MATERIAL SUPPLIED >>
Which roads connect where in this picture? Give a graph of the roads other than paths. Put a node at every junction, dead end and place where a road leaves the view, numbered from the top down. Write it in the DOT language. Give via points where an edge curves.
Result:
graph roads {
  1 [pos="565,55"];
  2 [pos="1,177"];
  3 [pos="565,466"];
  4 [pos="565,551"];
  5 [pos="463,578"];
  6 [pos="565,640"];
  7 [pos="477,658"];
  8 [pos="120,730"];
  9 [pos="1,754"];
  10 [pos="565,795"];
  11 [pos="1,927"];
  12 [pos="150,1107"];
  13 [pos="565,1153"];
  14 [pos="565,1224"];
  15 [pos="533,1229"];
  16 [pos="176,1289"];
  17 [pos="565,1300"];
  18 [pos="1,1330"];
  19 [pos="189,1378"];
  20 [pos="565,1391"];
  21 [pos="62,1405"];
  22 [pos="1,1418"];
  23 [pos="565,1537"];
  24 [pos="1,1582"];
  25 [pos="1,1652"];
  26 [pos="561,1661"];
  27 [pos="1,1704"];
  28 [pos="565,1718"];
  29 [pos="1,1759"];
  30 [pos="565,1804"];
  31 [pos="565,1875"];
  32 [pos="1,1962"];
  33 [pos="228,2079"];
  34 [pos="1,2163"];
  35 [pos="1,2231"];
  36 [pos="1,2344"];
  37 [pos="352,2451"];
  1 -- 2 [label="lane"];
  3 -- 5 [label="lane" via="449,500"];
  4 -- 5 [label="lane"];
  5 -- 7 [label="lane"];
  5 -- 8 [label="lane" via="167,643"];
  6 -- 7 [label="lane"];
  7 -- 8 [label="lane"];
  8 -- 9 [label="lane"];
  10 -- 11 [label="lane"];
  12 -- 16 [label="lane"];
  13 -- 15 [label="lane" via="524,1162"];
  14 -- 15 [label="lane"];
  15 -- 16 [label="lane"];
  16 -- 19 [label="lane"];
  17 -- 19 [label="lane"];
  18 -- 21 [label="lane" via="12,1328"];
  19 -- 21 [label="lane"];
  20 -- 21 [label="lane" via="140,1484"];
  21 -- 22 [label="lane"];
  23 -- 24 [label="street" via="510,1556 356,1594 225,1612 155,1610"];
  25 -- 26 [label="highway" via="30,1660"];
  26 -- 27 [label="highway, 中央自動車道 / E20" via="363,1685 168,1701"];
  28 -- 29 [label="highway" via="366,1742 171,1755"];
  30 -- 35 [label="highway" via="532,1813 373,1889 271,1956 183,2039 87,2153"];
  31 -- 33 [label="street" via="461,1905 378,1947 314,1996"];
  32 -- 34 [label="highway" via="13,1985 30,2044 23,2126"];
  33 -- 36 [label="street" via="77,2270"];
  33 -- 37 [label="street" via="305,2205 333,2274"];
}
* * *
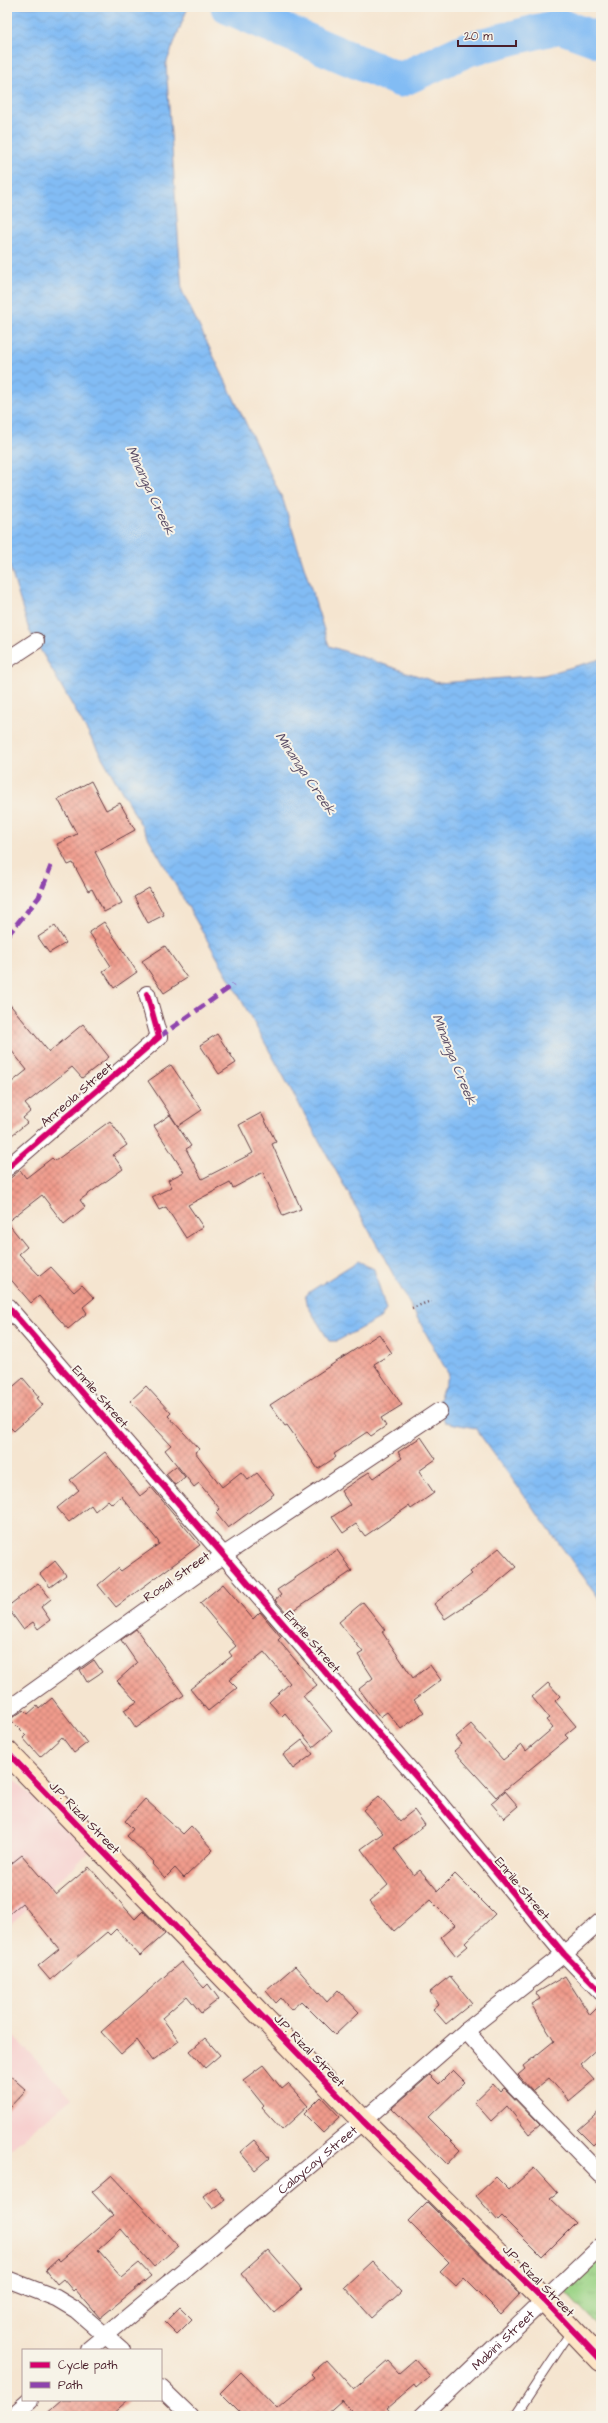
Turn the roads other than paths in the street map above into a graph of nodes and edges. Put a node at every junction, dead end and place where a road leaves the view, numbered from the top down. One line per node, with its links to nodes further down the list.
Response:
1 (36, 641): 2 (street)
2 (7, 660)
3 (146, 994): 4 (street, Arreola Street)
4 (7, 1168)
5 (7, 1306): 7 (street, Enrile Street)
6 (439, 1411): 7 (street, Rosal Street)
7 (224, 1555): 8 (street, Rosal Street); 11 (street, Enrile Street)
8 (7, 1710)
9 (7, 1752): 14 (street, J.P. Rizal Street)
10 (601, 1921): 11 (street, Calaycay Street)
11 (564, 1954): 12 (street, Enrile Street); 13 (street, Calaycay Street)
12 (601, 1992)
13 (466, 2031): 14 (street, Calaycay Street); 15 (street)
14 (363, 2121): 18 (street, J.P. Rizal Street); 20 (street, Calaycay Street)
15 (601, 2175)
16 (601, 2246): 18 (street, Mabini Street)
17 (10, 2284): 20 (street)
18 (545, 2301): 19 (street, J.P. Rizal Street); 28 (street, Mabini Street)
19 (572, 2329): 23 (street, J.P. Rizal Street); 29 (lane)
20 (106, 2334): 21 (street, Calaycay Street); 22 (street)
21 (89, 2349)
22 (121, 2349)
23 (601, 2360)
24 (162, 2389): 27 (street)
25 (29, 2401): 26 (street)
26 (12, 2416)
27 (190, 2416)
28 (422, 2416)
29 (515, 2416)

EXERCISE INSTRUCTIONS >> Which lines in the data above hold the string "from"? Show each one.

SOLUTION TO THE PROBLEM >>
Which roads connect where in this picture? Give a graph of the roads other than paths. Put a node at every junction, dead end and place where a road leaves the view, numbered from the top down. Write it in the DOT language. Give via points where an edge curves.
Turn the roads other than paths in the street map above into a graph of nodes and edges. Put a node at every junction, dead end and place where a road leaves the view, numbered from the top down. One line per node, with its links to nodes further down the list.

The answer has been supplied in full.